INSTRUCTIONS FOR THE TASK: Would you please copy each line below that includes the string "姚家园北路"?
§ §
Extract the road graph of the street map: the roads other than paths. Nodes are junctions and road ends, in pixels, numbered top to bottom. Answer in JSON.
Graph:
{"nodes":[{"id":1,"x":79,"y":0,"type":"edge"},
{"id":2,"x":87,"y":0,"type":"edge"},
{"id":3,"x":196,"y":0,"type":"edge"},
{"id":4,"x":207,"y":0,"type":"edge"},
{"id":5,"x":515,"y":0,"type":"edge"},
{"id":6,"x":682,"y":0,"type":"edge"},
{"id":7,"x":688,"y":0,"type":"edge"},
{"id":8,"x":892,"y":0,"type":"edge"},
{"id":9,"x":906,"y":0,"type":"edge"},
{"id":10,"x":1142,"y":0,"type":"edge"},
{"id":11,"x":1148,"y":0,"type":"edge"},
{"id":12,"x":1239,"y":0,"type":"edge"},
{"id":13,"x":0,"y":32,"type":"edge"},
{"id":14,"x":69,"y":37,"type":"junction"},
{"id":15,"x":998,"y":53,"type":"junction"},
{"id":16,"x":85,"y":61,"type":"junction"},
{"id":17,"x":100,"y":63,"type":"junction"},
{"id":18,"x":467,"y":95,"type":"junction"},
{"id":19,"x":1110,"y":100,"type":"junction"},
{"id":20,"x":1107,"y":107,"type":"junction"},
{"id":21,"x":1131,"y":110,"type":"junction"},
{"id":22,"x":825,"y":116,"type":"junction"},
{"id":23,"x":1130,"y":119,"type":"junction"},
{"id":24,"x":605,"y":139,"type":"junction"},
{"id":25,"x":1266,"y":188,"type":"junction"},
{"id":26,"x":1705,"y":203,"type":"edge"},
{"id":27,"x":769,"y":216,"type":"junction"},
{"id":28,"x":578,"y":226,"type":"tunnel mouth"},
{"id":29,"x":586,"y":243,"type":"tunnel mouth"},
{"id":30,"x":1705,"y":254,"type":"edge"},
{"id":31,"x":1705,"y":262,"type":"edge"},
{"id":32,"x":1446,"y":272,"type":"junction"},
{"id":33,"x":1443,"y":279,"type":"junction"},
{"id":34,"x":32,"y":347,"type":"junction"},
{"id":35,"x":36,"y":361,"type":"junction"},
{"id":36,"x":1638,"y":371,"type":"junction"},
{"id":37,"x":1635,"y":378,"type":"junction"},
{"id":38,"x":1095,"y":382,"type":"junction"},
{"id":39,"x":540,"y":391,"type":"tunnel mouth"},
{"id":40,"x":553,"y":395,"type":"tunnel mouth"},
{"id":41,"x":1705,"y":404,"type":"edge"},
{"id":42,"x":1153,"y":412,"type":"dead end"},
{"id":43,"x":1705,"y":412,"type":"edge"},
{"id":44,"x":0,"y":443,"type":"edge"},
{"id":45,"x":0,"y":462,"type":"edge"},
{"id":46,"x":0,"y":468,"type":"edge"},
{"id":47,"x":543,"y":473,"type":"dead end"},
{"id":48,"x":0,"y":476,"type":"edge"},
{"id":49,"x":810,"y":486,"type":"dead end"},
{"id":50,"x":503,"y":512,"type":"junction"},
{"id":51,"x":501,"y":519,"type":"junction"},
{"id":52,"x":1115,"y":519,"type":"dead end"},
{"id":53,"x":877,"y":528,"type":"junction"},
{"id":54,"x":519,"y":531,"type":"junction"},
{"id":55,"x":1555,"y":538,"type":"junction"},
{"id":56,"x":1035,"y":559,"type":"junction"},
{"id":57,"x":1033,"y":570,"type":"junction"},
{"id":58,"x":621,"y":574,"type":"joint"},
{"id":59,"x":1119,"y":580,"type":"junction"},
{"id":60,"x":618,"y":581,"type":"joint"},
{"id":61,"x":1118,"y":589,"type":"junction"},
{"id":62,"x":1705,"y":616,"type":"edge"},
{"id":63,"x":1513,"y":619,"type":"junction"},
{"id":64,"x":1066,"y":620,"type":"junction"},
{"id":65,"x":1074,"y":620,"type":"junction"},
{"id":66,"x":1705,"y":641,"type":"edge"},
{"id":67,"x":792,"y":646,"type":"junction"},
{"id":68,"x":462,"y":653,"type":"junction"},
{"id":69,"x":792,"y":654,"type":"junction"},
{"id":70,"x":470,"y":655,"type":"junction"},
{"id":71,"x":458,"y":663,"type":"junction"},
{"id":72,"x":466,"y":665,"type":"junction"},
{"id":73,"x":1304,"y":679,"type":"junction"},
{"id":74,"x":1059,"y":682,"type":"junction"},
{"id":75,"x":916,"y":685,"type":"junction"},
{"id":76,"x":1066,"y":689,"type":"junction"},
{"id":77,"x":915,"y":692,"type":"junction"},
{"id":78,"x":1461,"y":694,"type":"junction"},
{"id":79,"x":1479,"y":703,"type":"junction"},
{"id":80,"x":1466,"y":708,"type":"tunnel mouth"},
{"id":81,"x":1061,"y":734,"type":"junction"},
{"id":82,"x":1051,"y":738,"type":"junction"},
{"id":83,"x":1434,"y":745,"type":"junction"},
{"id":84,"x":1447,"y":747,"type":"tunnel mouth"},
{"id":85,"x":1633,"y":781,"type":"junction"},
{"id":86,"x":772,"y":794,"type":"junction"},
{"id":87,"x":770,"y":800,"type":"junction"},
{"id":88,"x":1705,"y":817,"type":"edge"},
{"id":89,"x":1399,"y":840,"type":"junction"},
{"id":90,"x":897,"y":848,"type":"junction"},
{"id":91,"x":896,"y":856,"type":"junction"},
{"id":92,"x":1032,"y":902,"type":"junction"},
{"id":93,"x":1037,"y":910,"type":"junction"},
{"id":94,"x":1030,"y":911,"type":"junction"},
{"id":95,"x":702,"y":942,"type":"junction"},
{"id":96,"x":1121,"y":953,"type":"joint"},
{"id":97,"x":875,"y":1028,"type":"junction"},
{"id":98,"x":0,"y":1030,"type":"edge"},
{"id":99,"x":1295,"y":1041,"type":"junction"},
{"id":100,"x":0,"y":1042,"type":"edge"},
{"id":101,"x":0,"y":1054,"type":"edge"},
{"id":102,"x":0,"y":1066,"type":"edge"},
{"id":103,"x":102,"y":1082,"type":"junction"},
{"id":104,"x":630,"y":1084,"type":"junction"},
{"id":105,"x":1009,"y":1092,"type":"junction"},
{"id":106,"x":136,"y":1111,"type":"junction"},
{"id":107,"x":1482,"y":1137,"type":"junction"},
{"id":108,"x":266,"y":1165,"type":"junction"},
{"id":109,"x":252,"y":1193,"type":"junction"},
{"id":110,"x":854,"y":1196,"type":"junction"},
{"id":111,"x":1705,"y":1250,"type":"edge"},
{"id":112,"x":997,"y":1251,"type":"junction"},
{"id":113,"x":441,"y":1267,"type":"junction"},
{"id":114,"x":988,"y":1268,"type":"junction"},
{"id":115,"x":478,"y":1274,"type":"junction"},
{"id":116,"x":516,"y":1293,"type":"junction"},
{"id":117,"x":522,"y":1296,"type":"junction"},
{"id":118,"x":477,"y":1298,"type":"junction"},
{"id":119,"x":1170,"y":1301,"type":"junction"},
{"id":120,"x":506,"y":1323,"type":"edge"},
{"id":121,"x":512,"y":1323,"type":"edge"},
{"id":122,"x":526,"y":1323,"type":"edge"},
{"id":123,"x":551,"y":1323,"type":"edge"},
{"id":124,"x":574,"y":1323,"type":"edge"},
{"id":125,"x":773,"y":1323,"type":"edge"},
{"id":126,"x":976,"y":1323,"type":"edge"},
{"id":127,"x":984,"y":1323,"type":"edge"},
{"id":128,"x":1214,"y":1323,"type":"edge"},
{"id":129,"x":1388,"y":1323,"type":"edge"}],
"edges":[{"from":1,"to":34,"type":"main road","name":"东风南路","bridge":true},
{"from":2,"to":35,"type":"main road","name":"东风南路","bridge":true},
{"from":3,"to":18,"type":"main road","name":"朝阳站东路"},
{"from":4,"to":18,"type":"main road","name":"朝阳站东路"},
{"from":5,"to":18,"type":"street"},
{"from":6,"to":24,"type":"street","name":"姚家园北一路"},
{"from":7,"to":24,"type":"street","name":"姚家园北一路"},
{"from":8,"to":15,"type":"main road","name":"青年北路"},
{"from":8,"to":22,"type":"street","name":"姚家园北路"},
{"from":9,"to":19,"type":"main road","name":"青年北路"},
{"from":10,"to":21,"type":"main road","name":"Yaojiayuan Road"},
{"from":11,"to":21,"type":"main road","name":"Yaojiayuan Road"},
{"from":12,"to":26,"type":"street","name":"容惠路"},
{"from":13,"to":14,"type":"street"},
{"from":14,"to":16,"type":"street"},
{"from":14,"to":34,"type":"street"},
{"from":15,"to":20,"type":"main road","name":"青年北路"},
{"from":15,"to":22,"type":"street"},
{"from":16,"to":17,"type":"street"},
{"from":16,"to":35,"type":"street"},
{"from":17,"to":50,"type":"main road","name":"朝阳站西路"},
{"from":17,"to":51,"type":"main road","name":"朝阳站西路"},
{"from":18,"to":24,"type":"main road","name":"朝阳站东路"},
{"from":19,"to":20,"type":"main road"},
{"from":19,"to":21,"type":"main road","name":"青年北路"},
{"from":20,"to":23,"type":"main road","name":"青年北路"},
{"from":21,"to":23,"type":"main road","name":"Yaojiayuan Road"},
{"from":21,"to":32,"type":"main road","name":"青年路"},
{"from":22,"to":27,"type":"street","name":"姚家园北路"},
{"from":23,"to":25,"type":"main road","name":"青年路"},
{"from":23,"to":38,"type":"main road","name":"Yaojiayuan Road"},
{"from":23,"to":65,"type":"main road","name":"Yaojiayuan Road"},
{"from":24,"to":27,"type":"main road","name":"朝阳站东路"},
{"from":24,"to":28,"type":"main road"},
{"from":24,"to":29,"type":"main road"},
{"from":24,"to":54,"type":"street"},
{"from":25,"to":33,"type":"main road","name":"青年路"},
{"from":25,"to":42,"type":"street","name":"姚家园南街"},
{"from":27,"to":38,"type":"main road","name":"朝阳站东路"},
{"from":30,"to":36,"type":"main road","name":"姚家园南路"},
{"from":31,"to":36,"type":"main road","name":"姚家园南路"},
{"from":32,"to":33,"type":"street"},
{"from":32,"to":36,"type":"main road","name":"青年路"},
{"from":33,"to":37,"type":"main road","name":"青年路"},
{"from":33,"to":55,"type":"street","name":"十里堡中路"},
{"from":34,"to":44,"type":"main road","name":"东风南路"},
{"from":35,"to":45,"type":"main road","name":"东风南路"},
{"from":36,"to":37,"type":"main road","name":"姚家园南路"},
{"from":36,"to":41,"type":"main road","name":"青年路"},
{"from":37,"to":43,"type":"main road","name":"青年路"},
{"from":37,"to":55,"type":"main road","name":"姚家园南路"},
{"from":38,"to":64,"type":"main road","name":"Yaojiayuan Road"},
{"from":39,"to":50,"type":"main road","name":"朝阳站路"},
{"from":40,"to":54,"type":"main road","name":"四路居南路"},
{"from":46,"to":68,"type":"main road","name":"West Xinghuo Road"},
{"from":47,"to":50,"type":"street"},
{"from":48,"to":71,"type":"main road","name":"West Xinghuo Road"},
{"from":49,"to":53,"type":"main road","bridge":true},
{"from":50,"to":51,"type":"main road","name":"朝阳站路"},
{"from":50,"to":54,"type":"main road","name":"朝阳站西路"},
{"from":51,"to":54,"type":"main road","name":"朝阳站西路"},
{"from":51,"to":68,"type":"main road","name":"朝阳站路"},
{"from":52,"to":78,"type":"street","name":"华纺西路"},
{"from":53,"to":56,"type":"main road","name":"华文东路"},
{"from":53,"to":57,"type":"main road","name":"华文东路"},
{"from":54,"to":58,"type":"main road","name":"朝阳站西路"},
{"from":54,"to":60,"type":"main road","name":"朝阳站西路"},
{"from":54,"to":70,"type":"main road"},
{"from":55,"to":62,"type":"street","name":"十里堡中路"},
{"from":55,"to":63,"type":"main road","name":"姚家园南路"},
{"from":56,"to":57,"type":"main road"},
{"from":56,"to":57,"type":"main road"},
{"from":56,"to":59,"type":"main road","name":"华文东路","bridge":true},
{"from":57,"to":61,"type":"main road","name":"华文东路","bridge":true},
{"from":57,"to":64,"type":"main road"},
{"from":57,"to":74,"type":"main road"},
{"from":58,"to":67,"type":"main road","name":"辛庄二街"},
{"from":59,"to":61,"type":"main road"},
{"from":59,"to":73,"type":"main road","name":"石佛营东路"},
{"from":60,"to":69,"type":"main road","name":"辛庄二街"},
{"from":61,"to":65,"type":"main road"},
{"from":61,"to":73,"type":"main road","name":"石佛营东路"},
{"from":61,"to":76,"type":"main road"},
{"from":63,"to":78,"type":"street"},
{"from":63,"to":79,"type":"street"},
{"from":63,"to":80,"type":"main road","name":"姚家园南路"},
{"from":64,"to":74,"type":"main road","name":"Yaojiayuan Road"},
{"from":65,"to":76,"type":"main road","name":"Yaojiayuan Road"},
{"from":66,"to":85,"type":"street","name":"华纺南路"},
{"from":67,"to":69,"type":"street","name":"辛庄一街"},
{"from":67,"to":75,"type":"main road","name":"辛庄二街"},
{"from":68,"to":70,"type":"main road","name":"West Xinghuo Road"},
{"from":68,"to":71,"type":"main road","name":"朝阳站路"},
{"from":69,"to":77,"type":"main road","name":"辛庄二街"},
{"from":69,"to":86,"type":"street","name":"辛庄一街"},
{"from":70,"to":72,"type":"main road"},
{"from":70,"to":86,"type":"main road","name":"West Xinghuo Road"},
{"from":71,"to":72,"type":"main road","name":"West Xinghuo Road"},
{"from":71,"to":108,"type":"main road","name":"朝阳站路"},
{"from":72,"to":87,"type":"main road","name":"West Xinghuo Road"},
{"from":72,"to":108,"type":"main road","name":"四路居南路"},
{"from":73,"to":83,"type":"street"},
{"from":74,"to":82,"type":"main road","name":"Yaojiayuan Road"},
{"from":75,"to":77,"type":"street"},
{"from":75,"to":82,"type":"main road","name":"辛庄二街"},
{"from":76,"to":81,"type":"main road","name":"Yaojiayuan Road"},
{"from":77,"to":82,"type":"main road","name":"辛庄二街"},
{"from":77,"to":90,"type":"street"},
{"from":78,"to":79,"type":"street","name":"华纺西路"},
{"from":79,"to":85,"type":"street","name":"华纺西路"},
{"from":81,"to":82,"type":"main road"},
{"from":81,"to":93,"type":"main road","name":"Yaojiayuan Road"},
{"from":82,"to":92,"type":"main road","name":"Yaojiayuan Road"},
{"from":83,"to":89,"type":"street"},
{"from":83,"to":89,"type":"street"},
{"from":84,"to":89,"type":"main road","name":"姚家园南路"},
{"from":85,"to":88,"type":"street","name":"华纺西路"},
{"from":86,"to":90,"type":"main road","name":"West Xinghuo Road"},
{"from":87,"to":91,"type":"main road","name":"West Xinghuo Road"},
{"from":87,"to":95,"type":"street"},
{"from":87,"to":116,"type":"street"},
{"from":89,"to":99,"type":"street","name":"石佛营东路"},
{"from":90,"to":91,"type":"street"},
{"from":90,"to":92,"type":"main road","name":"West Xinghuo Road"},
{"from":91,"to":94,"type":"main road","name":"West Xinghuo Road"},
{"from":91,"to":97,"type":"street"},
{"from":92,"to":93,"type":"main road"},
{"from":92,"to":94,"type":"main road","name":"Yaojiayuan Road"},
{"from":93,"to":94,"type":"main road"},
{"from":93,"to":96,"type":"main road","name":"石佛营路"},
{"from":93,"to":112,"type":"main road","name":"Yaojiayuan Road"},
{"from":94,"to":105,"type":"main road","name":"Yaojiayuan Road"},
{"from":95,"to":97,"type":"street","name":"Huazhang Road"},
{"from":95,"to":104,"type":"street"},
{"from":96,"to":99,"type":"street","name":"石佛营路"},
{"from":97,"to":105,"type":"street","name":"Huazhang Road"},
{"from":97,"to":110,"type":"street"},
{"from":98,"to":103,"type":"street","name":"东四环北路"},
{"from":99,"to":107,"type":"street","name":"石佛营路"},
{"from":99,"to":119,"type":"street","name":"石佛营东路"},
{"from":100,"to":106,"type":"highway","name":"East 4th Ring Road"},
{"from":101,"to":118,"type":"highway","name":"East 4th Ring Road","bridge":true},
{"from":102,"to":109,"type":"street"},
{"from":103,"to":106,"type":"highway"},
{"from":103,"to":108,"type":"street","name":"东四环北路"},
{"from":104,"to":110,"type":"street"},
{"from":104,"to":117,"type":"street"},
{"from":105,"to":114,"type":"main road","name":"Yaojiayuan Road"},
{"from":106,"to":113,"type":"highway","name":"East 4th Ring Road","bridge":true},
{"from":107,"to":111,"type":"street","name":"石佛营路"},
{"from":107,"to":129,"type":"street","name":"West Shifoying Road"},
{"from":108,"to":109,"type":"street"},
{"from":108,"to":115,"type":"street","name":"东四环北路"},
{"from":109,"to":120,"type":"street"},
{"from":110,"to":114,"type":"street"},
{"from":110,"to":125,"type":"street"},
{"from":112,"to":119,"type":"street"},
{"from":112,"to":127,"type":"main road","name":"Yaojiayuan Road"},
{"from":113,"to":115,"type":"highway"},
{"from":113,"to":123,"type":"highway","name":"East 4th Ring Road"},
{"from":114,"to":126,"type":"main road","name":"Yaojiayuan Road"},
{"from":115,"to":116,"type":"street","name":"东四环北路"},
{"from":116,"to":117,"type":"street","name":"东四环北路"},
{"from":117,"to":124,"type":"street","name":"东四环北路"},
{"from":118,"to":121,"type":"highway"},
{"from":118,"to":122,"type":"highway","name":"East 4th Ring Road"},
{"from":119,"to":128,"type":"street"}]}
§ §
RESULT OF THIS TASK:
{"from":8,"to":22,"type":"street","name":"姚家园北路"},
{"from":22,"to":27,"type":"street","name":"姚家园北路"},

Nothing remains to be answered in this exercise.